Juhnke is currently doing research for a book on Kansas Mennonites in politics from World War II to the present. The Boehr-Samuelson contest is part of that story, since Juhnke is particularly interested in the role Mennonites played in that 1994 contest. Cedric Boehr was a Mennonite. Ellen (Banman) Samuelson was of Mennonite background and had many Mennonite connections.

In 1994, Samuelson was the incumbent Republican state representative in the 74th district, running for her fourth two-year term. She lost a very close race in the August Republican primary to a conservative evangelical challenger, Cedric Boehr. However, in the November general election, Samuelson ran as a write-in candidate against Boehr, and won with 54% of the vote.
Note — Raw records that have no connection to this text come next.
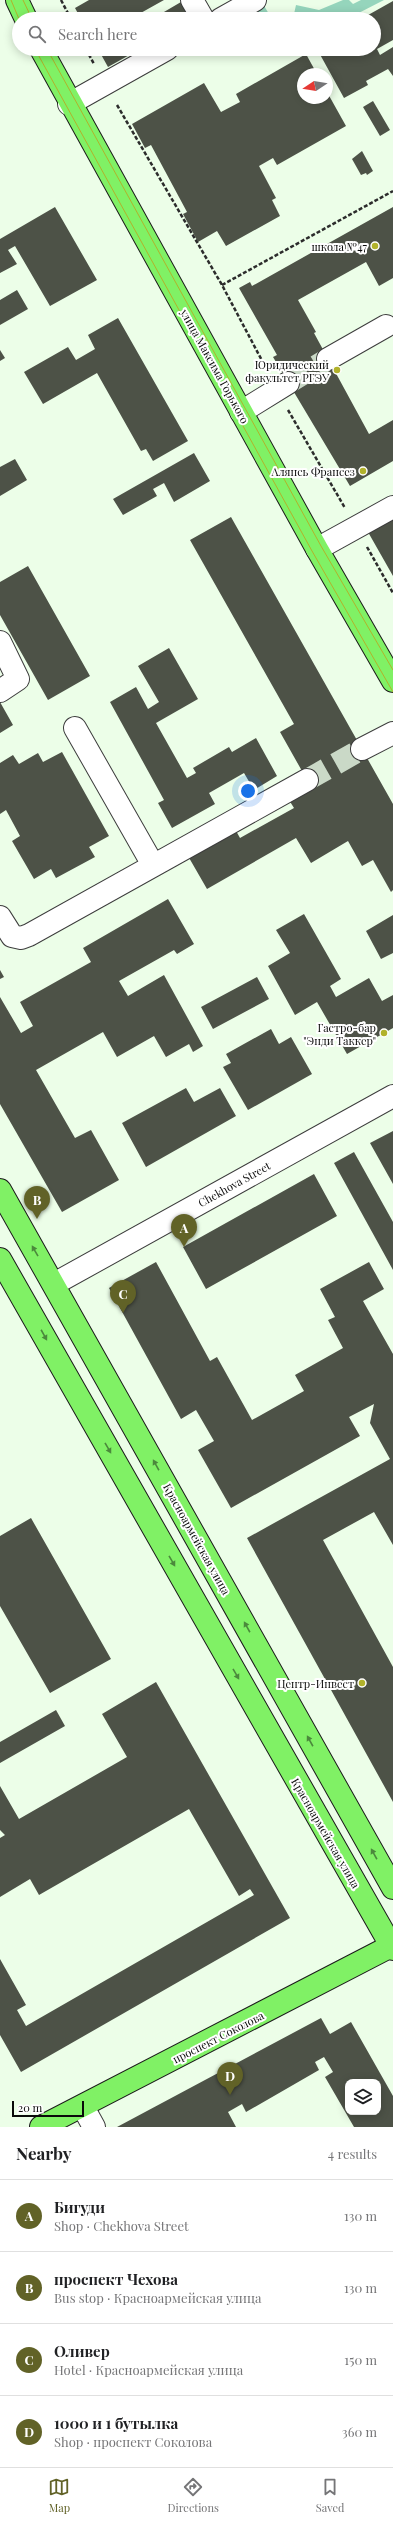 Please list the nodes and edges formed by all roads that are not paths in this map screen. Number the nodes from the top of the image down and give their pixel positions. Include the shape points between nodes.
1 (17, 0) edge
2 (192, 0) edge
3 (256, 0) edge
4 (23, 12) edge
5 (199, 12) edge
6 (234, 12) edge
7 (45, 56) edge
8 (155, 56) edge
9 (69, 104) junction
10 (386, 326) dead end
11 (328, 359) tunnel mouth
12 (282, 386) tunnel mouth
13 (241, 412) junction
14 (393, 506) edge
15 (317, 549) junction
16 (0, 642) edge
17 (393, 681) edge
18 (0, 691) edge
19 (75, 728) dead end
20 (393, 733) edge
21 (362, 749) tunnel mouth
22 (307, 780) tunnel mouth
23 (153, 865) junction
24 (0, 917) edge
25 (393, 1096) edge
26 (0, 1190) edge
27 (0, 1259) edge
28 (54, 1284) junction
29 (393, 1888) edge
30 (392, 1947) edge
31 (83, 2107) junction
32 (41, 2127) edge
33 (94, 2127) edge

1 - 4 main road
2 - 5 street
3 - 6 street
7 - 9 main road, улица Максима Горького
8 - 9 street
9 - 13 main road, улица Максима Горького
10 - 11 street
12 - 13 street
13 - 15 main road, улица Максима Горького
14 - 15 street
15 - 17 main road, улица Максима Горького
16 - 18 street via 18,679
19 - 23 street
20 - 21 street
22 - 23 street
23 - 24 street via 20,938 12,936
25 - 28 street, Chekhova Street
28 -> 26 main road, Красноармейская улица
27 -> 30 main road, Красноармейская улица
29 -> 28 main road, Красноармейская улица
30 - 31 main road, проспект Соколова
31 - 32 main road, проспект Соколова
31 - 33 street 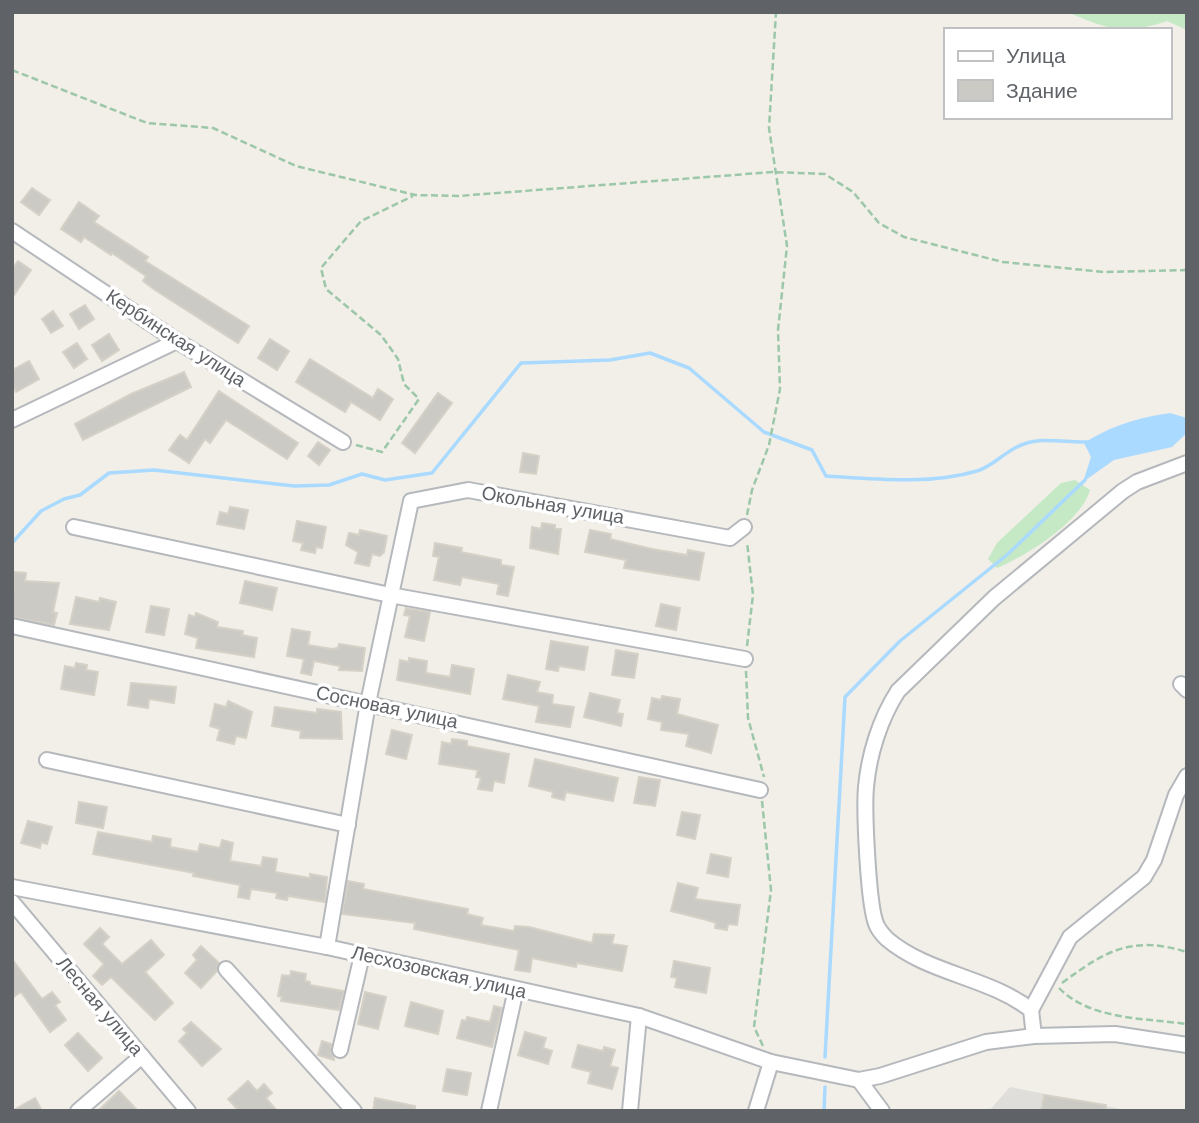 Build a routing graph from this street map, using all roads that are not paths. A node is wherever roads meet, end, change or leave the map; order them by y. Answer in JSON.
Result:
{"nodes":[{"id":1,"x":12,"y":231,"type":"edge"},
{"id":2,"x":177,"y":341,"type":"junction"},
{"id":3,"x":12,"y":420,"type":"edge"},
{"id":4,"x":343,"y":442,"type":"road end"},
{"id":5,"x":1187,"y":463,"type":"edge"},
{"id":6,"x":74,"y":527,"type":"dead end"},
{"id":7,"x":744,"y":527,"type":"road end"},
{"id":8,"x":390,"y":595,"type":"junction"},
{"id":9,"x":12,"y":626,"type":"edge"},
{"id":10,"x":746,"y":659,"type":"road end"},
{"id":11,"x":368,"y":703,"type":"junction"},
{"id":12,"x":47,"y":760,"type":"dead end"},
{"id":13,"x":1187,"y":776,"type":"edge"},
{"id":14,"x":760,"y":790,"type":"road end"},
{"id":15,"x":348,"y":825,"type":"junction"},
{"id":16,"x":12,"y":887,"type":"edge"},
{"id":17,"x":12,"y":902,"type":"edge"},
{"id":18,"x":327,"y":947,"type":"junction"},
{"id":19,"x":362,"y":955,"type":"junction"},
{"id":20,"x":226,"y":969,"type":"dead end"},
{"id":21,"x":516,"y":989,"type":"junction"},
{"id":22,"x":1031,"y":1010,"type":"junction"},
{"id":23,"x":639,"y":1016,"type":"junction"},
{"id":24,"x":1034,"y":1036,"type":"junction"},
{"id":25,"x":1187,"y":1045,"type":"edge"},
{"id":26,"x":340,"y":1050,"type":"dead end"},
{"id":27,"x":142,"y":1056,"type":"junction"},
{"id":28,"x":771,"y":1062,"type":"junction"},
{"id":29,"x":859,"y":1080,"type":"junction"},
{"id":30,"x":78,"y":1111,"type":"edge"},
{"id":31,"x":188,"y":1111,"type":"edge"},
{"id":32,"x":354,"y":1111,"type":"edge"},
{"id":33,"x":489,"y":1111,"type":"edge"},
{"id":34,"x":630,"y":1111,"type":"edge"},
{"id":35,"x":756,"y":1111,"type":"edge"},
{"id":36,"x":882,"y":1111,"type":"edge"}],
"edges":[{"from":1,"to":2,"type":"street","name":"Кербинская улица"},
{"from":2,"to":3,"type":"street"},
{"from":2,"to":4,"type":"street","name":"Кербинская улица"},
{"from":5,"to":22,"type":"street"},
{"from":6,"to":8,"type":"street"},
{"from":7,"to":8,"type":"street","name":"Окольная улица"},
{"from":8,"to":10,"type":"street"},
{"from":8,"to":11,"type":"street"},
{"from":9,"to":11,"type":"street","name":"Сосновая улица"},
{"from":11,"to":14,"type":"street","name":"Сосновая улица"},
{"from":11,"to":15,"type":"street"},
{"from":12,"to":15,"type":"street"},
{"from":13,"to":22,"type":"street"},
{"from":15,"to":18,"type":"street"},
{"from":16,"to":18,"type":"street","name":"Лесхозовская улица"},
{"from":17,"to":27,"type":"street","name":"Лесная улица"},
{"from":18,"to":19,"type":"street","name":"Лесхозовская улица"},
{"from":19,"to":21,"type":"street","name":"Лесхозовская улица"},
{"from":19,"to":26,"type":"street"},
{"from":20,"to":32,"type":"street"},
{"from":21,"to":23,"type":"street","name":"Лесхозовская улица"},
{"from":21,"to":33,"type":"street"},
{"from":22,"to":24,"type":"street"},
{"from":23,"to":28,"type":"street","name":"Лесхозовская улица"},
{"from":23,"to":34,"type":"street"},
{"from":24,"to":25,"type":"street"},
{"from":24,"to":29,"type":"street"},
{"from":27,"to":30,"type":"street"},
{"from":27,"to":31,"type":"street","name":"Лесная улица"},
{"from":28,"to":29,"type":"street","name":"Лесхозовская улица"},
{"from":28,"to":35,"type":"street"},
{"from":29,"to":36,"type":"street"}]}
The 74th District in 1994 included parts of Harvey, McPherson and Butler Counties. Although the city of Newton was not in the district, the Newton Kansan published an unprecedented number of letters to the editor in the hotly contested campaign.

Teachers and students in the Oral History Institute at Bethel College conducted tape-recorded interviews with people closely involved in the campaign. Juhnke’s Oct. 12 presentation will be based on those interviews, along with research in newspapers and other published records.

"The competition between moderates and conservatives in the Harvey County Republican Party has been going on for a long time," Juhnke noted. "In 2004, by just a few votes, the conservatives once again got control of the party."

James Juhnke taught American history at Bethel College from 1967 to 2002. He continues to work on campus as co-editor of the online quarterly journal Mennonite Life.

The Oct. 12 lecture is sponsored by the Friends of the Mennonite Library and Archives at Bethel College, and is free and open to the public.